Bilgi Üniversitesi Yeni Medya Bölümü Öğretim Üyesi Dr. Esra Ercan Bilgiç, Psikolog Berfin Koç ve Avukat Birce Aksal ile konuştuk.
Düzenlemeler yetersiz
Önce işin hukuki kısmına bakalım. Türkiye’de sosyal medya kullanımına dair bir yaş sınırı yok.
Avustralya'da 16 yaş altındaki bireylerin sosyal medya platformlarını kullanması yasak. Amerika Birleşik Devletleri'nde ise COPA (Çocukların Çevrimiçi Gizliliğini Koruma Yasası) kapsamında, 13 yaş altı çocukların kişisel verilerinin toplanması veya kullanılması için ebeveyn onayı zorunlu.
Avukat Birce Aksakal’ın verdiği bilgiye göre Aile ve Sosyal Hizmetler Bakanlığı, özellikle 16 yaş altı çocuklar için sosyal medya ve dijital oyun platformlarını kapsayan bir mevzuat hazırlığında. Dahası, Ulaştırma ve Altyapı Bakanlığı’nın çocukların sosyal medya erişimini düzenlemek amacıyla diğer bakanlıklarla görüştüğüne dair bilgiler de var. Ancak bunlar hep, çocukların erişimiyle ilgili. Onların ebeveynlerce kullanılmasıyla değil.
18 yaşından küçük herkes çocuk olduğundan, 18 yaşından küçük tüm influencer’lar da kidfluencer sayılıyor. Tartışma da burada başlıyor. Yani işin içine para ve çocuk üzerinden gelir elde edilmesi girdiğinde.

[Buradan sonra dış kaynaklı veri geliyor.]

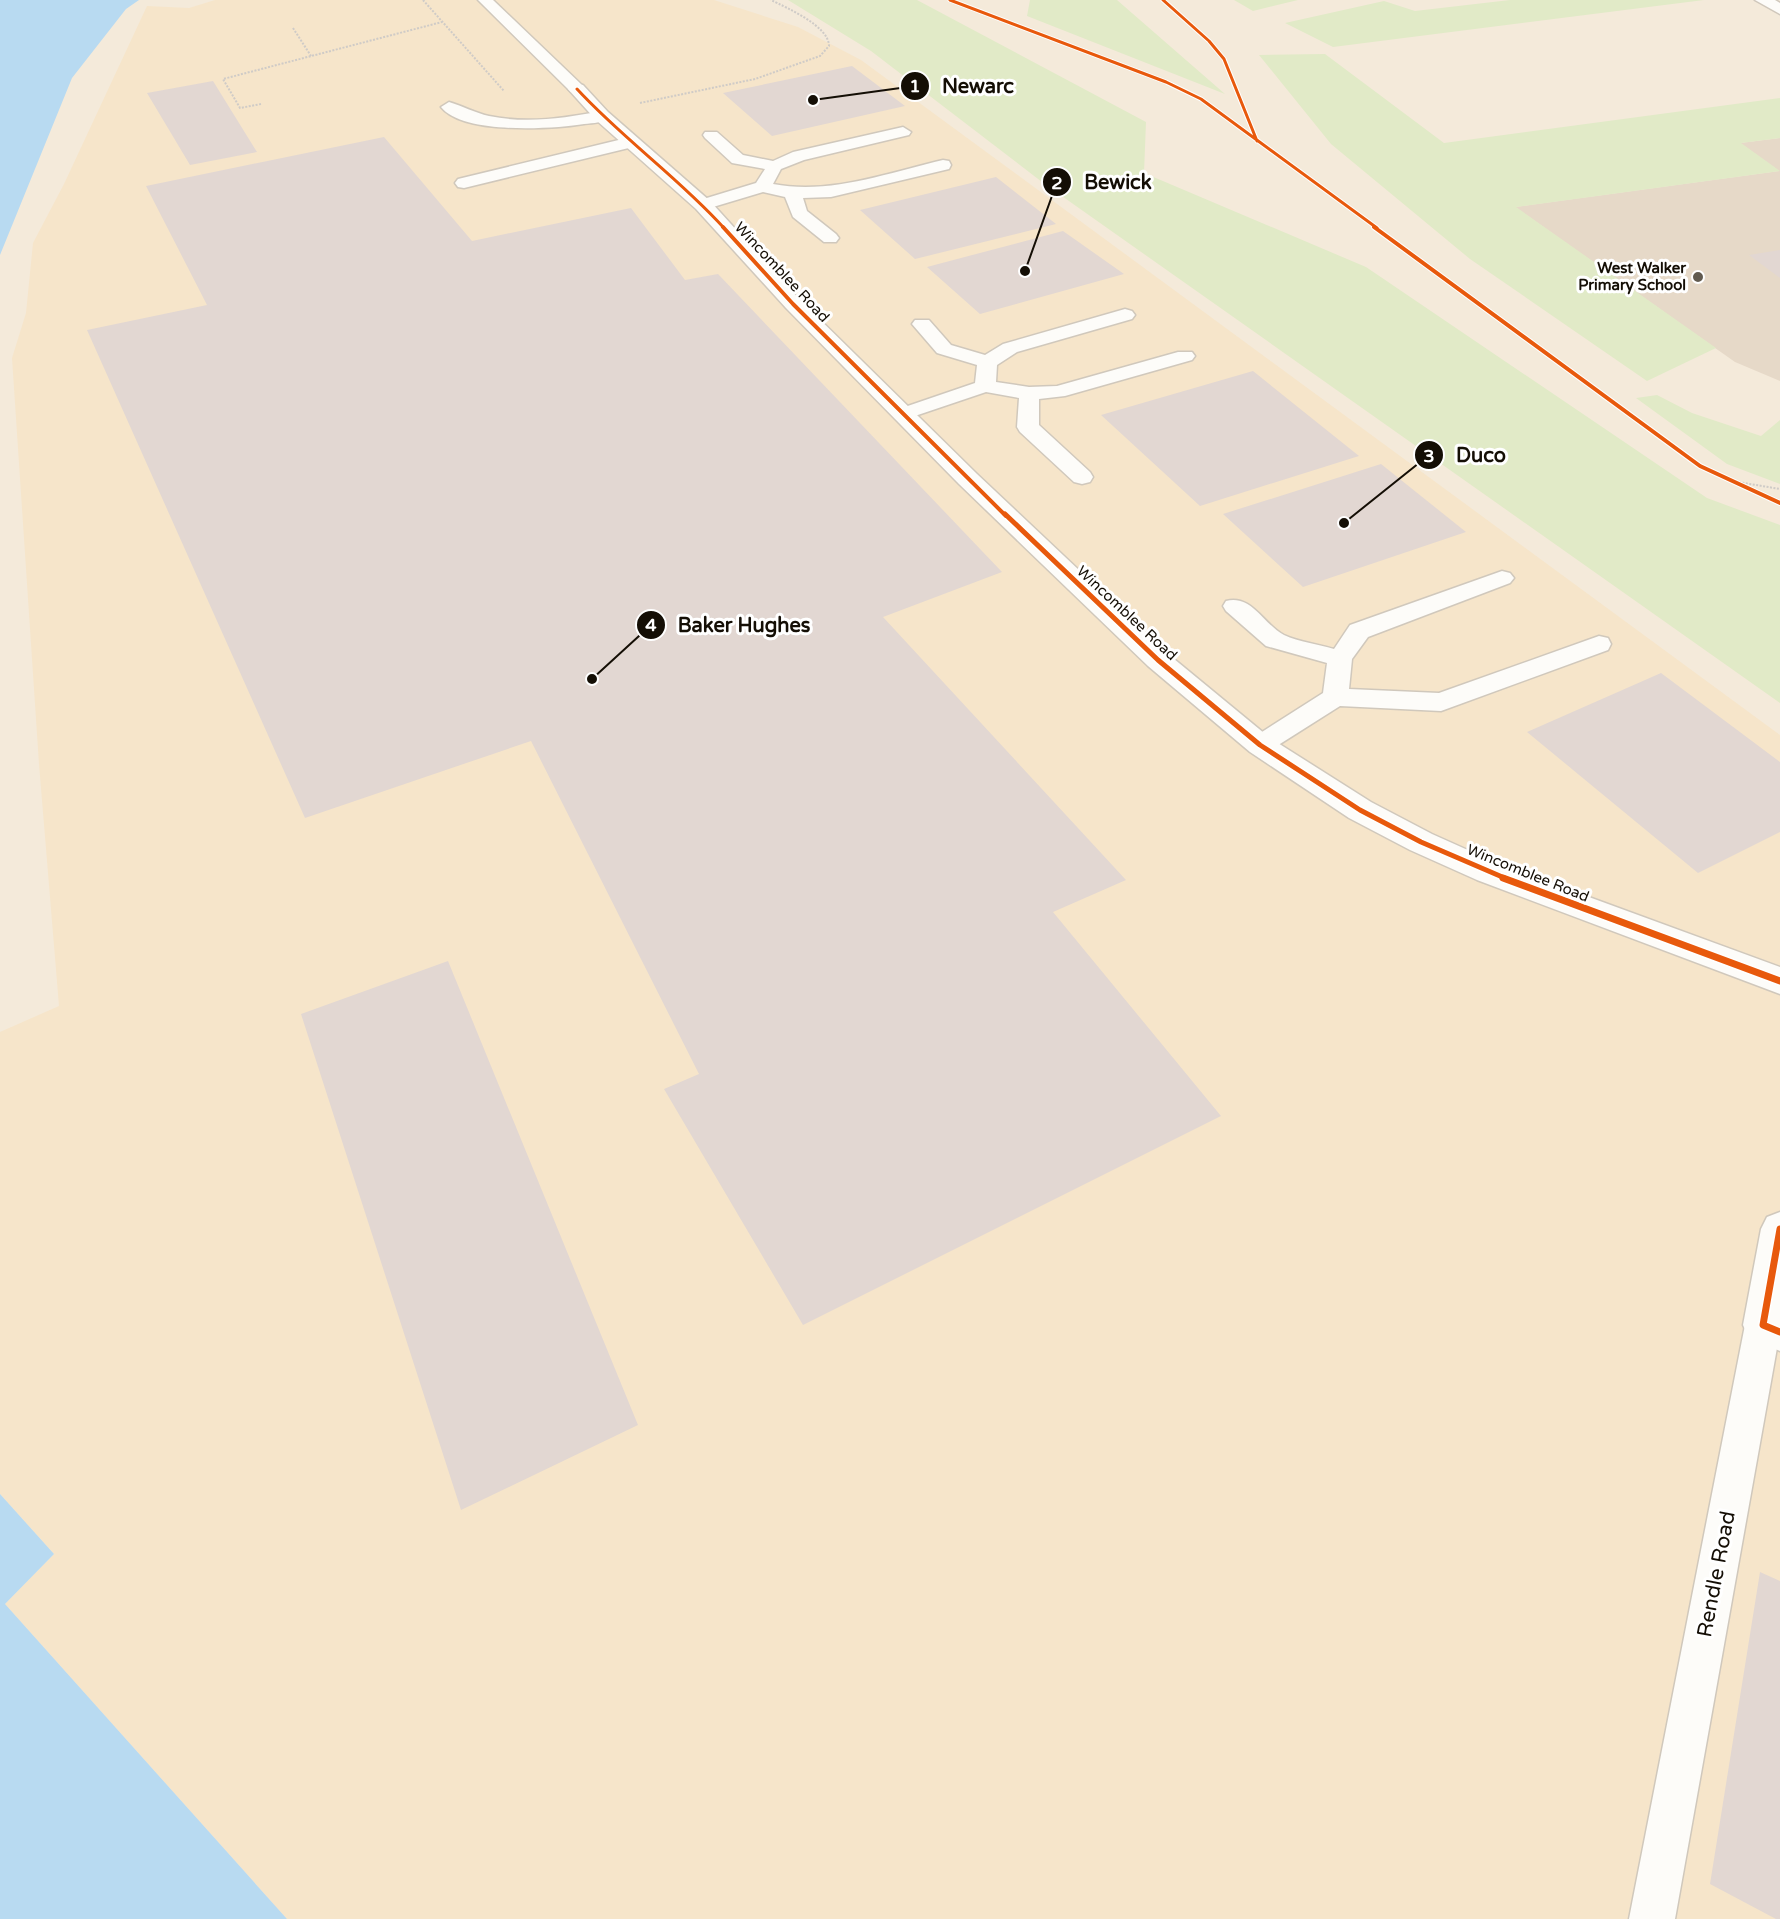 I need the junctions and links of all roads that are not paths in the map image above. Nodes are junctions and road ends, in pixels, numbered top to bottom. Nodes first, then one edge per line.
1 (485, 0) edge
2 (1764, 0) edge
3 (1780, 9) edge
4 (577, 89) joint
5 (449, 107) dead end
6 (600, 113) junction
7 (903, 132) dead end
8 (711, 135) dead end
9 (631, 142) junction
10 (943, 165) dead end
11 (775, 166) junction
12 (464, 183) dead end
13 (762, 187) junction
14 (793, 193) junction
15 (703, 205) junction
16 (830, 238) dead end
17 (1125, 315) dead end
18 (922, 324) dead end
19 (1185, 356) dead end
20 (987, 362) junction
21 (985, 386) junction
22 (1029, 393) junction
23 (903, 414) junction
24 (1082, 477) dead end
25 (1502, 578) dead end
26 (1235, 606) dead end
27 (1599, 644) dead end
28 (1340, 659) junction
29 (1335, 697) junction
30 (1260, 745) junction
31 (1780, 981) edge
32 (1780, 1229) edge
33 (1772, 1329) edge
34 (1652, 1919) edge

1 - 4 lane
2 - 3 street
4 - 6 street, Wincomblee Road
5 - 6 lane
6 - 9 street, Wincomblee Road
7 - 11 lane
8 - 11 lane
9 - 12 lane
9 - 15 street, Wincomblee Road
10 - 14 lane
11 - 13 lane
13 - 14 lane
13 - 15 lane
14 - 16 lane
15 - 23 street, Wincomblee Road
17 - 20 lane
18 - 20 lane
19 - 22 lane
20 - 21 lane
21 - 22 lane
21 - 23 lane
22 - 24 lane
23 - 30 street, Wincomblee Road
25 - 28 lane
26 - 28 lane
27 - 29 lane
28 - 29 lane
29 - 30 lane
30 - 31 street, Wincomblee Road
32 - 33 street, Rendle Road
33 - 34 lane, Rendle Road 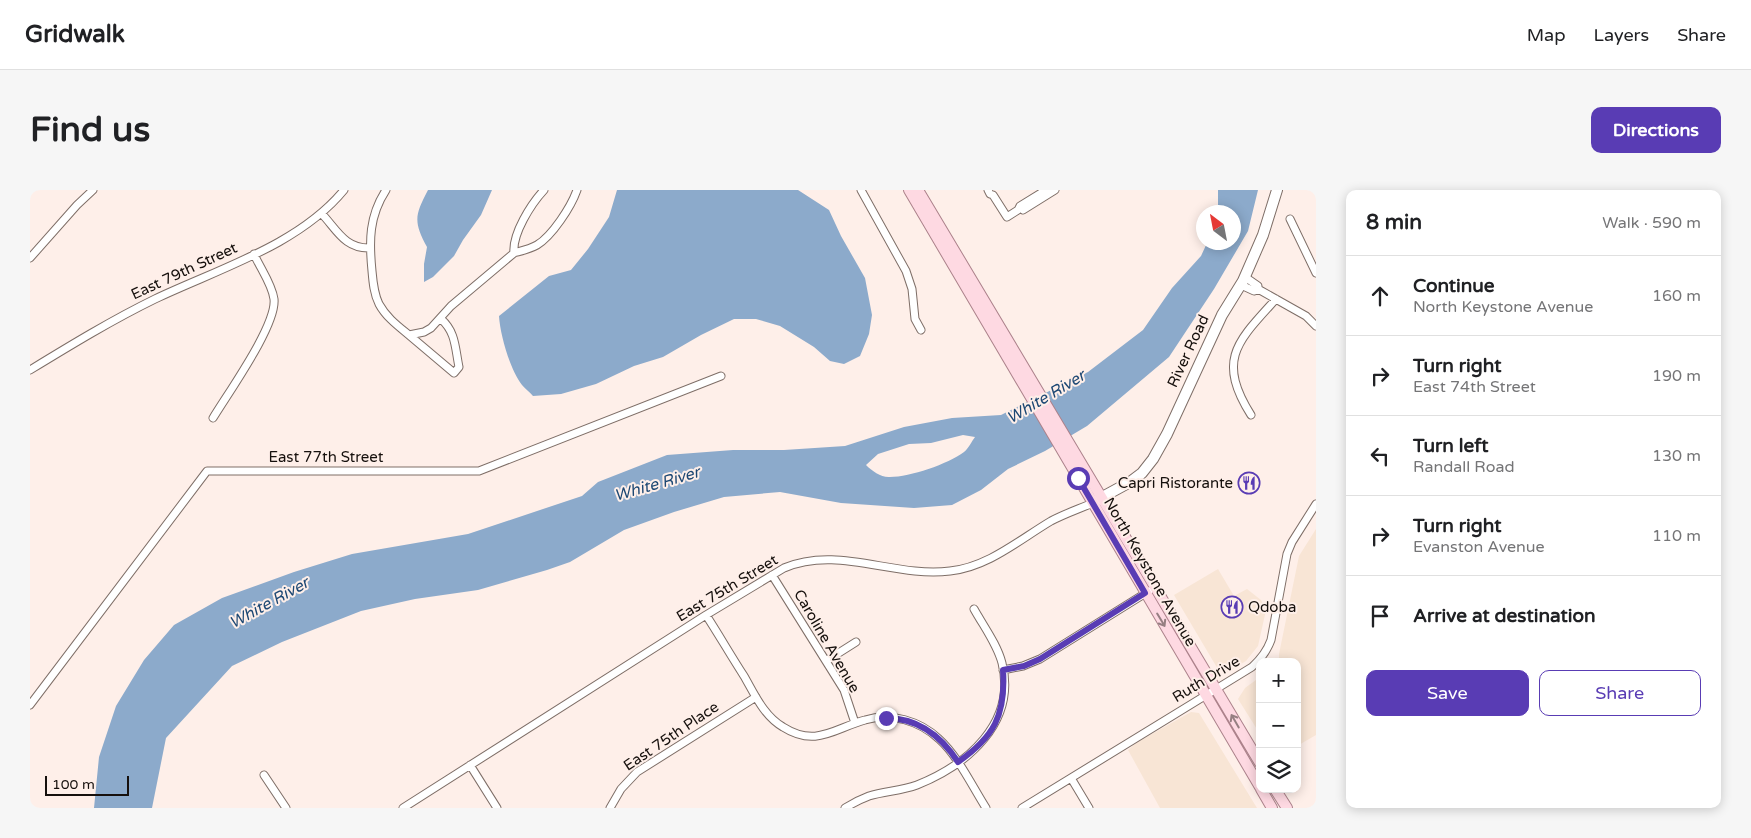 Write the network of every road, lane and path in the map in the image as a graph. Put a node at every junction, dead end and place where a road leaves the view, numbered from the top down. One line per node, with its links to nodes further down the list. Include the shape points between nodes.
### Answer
1 (344, 190): 14 (street, East 79th Street)
2 (386, 190): 16 (street, via 372,220)
3 (544, 190): 17 (street, via 518,231 513,244)
4 (577, 190): 17 (street, via 545,239)
5 (861, 190): 26 (street, via 908,276 915,319)
6 (909, 190): 24 (main road, North Keystone Avenue)
7 (918, 190): 24 (main road, North Keystone Avenue)
8 (1046, 190): 13 (street)
9 (1055, 190): 13 (street)
10 (1277, 190): 21 (street, River Road)
11 (91, 191): 19 (street)
12 (992, 192): 13 (street, via 1008,217)
13 (1018, 210)
14 (322, 214): 16 (street, via 349,244); 18 (street, East 79th Street)
15 (1290, 219): 20 (street)
16 (370, 248): 27 (street, via 375,296 386,315)
17 (514, 253): 23 (street, via 451,306)
18 (254, 254): 28 (street, East 79th Street, via 138,307); 31 (street, via 272,293 273,310 256,349)
19 (30, 258)
20 (1316, 273)
21 (1243, 281): 22 (street, via 1254,292 1258,290); 32 (street, River Road, via 1222,314 1153,460 1135,479)
22 (1276, 299): 25 (street, via 1306,316); 30 (street, via 1243,336 1234,358 1235,384)
23 (441, 319): 27 (street, via 428,330); 27 (street, via 454,338 459,367 454,373)
24 (993, 325): 32 (main road, North Keystone Avenue)
25 (1316, 326)
26 (921, 330)
27 (409, 335)
28 (30, 370)
29 (721, 376): 45 (street, East 77th Street, via 479,471 207,471)
30 (1251, 414)
31 (214, 418)
32 (1097, 500): 34 (street, East 75th Street, via 1052,521 979,564 963,569 926,572 824,559 797,563); 35 (main road, North Keystone Avenue); 36 (main road, North Keystone Avenue)
33 (1316, 504): 42 (street, Ruth Drive, via 1289,548 1272,634 1264,655 1252,667)
34 (772, 575): 38 (street, East 75th Street); 40 (street, Caroline Avenue)
35 (1156, 586): 36 (street); 42 (main road, North Keystone Avenue)
36 (1145, 593): 41 (street, via 1040,659); 43 (main road, North Keystone Avenue, one-way to 43)
37 (974, 609): 41 (street, via 994,643)
38 (706, 615): 44 (street); 49 (street, East 75th Street)
39 (856, 642): 40 (street)
40 (826, 662): 46 (street, Caroline Avenue, via 844,690)
41 (1003, 670): 48 (street, via 1003,702 995,724 978,747)
42 (1216, 688): 43 (street, Ruth Drive); 47 (main road, North Keystone Avenue, one-way to 42)
43 (1205, 695): 51 (street, Ruth Drive); 52 (main road, North Keystone Avenue)
44 (756, 697): 46 (street, via 772,719 798,734 821,736); 58 (street, East 75th Place, via 637,772 621,789)
45 (30, 705)
46 (855, 723): 48 (street, via 888,717 914,723 940,739)
47 (1256, 756)
48 (958, 762): 59 (street, via 922,783 868,796); 60 (street)
49 (470, 765): 56 (street, East 75th Street); 57 (street)
50 (264, 775): 55 (street)
51 (1071, 778): 61 (street, Ruth Drive); 62 (street)
52 (1256, 781)
53 (1263, 793): 63 (main road, North Keystone Avenue)
54 (1278, 793): 64 (main road)
55 (286, 808)
56 (403, 808)
57 (497, 808)
58 (610, 808)
59 (845, 808)
60 (986, 808)
61 (1022, 808)
62 (1089, 808)
63 (1272, 808)
64 (1287, 808)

Aksakal’ın aktardığına göre bu alanda mevcut hukuki düzenlemeler, Reklam Kurulu’na has:
“Ticaret Bakanlığı’na bağlı Reklam Kurulu, bu alanda epey katı düzenlemeler yapıyor. Özellikle çocukların yer aldığı reklamlarda, Ticari Reklam ve Haksız Ticari Uygulamalar Yönetmeliği’ne uyulması şart.”
Ancak düzenlemeleri yetersiz bulan, konunun çocuk işçiliği çerçevesinde değerlendirilmesi gerektiğini söyleyenler de yok değil.
Dijital çocuk işçiliği mi?
Çocuk işçilik deyince akla ilkin batıda endüstri devriminin büyük kentleri geliyor. Çıkrık fabrikalarında sıra sıra küçük kız çocukları, madenlere indirilen ergen oğlan çocukları. Ya da günümüzün küresel güneyi, gelişmekte olan ülkeleri. Dünyada 160 milyon, Türkiye’de de 700 bin çocuğun ekonomik faaliyetlere dahil olduğu biliniyor.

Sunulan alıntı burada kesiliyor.